__Records shown__.
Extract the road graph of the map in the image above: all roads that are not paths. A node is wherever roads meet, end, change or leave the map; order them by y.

---

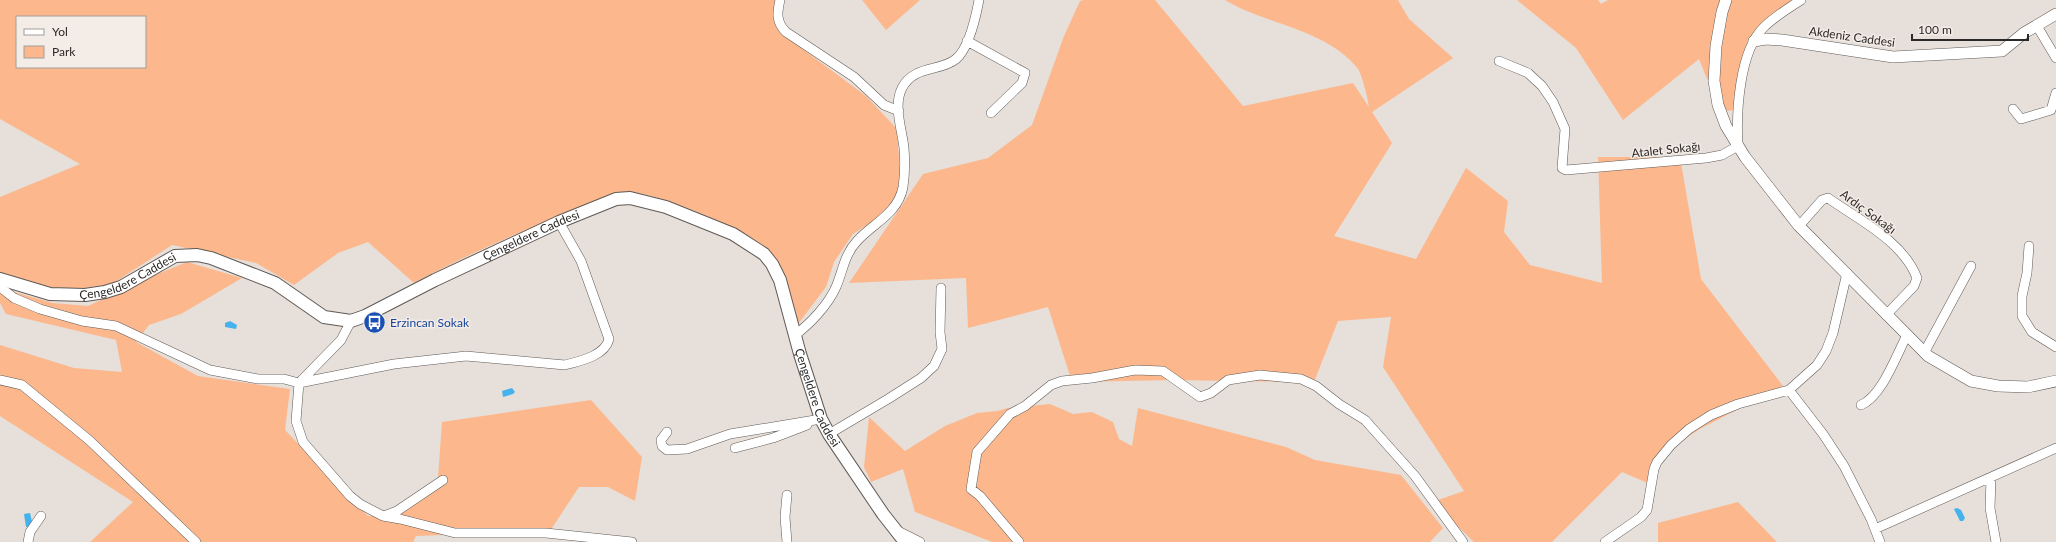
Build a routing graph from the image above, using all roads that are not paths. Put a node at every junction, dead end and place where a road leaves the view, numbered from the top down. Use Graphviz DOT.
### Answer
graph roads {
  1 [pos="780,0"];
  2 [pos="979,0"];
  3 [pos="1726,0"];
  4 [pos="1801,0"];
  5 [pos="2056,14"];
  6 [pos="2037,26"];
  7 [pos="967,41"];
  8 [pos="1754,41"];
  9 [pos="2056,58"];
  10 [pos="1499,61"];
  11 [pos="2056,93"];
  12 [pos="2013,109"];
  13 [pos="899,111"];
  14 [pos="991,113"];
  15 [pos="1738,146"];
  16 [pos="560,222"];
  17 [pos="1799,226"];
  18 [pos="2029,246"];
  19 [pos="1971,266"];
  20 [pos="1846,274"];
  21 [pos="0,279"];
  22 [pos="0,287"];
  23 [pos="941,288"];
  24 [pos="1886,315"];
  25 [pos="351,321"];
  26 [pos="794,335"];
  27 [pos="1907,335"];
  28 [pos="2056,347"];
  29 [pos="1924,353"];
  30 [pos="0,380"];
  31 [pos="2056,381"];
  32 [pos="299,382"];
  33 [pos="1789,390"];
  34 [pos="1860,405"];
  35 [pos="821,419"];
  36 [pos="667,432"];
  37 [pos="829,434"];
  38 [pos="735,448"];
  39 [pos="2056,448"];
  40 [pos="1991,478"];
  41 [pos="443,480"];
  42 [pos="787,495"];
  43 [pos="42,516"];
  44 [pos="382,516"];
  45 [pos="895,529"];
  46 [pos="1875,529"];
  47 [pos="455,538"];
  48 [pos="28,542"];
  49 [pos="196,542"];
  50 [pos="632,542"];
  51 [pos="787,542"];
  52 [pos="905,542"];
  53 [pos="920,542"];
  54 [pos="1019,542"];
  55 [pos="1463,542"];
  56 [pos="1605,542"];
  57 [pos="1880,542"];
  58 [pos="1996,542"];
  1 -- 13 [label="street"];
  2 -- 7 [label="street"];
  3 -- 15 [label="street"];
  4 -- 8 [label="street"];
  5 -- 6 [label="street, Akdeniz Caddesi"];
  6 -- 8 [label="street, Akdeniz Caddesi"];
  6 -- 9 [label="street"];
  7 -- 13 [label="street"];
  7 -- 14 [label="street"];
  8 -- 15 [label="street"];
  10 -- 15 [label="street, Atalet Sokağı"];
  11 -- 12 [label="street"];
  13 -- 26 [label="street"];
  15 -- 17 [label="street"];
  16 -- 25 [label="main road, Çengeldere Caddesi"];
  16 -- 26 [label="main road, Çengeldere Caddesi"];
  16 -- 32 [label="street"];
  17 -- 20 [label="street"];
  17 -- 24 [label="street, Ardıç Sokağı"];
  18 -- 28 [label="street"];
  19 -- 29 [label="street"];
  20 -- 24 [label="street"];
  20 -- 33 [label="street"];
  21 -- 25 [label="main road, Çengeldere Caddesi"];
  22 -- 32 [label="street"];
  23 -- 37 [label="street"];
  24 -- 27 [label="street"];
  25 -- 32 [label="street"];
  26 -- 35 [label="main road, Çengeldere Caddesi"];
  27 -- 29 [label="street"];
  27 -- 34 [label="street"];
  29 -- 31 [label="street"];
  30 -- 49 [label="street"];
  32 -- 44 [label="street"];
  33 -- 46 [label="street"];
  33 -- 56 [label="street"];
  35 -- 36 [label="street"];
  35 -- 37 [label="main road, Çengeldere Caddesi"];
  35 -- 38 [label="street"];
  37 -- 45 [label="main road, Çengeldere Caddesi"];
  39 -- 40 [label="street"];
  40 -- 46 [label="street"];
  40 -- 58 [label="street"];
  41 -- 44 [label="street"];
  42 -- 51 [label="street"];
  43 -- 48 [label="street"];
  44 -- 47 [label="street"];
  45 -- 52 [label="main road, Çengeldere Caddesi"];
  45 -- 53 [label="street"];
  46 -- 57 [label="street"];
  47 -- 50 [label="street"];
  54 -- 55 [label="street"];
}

__Problem details__. Every line holding the string "node" should be copied here, so please find those lines in the data.

__Reply to the task__.
Extract the road graph of the map in the image above: all roads that are not paths. A node is wherever roads meet, end, change or leave the map; order them by y.
Build a routing graph from the image above, using all roads that are not paths. Put a node at every junction, dead end and place where a road leaves the view, numbered from the top down. Use Graphviz DOT.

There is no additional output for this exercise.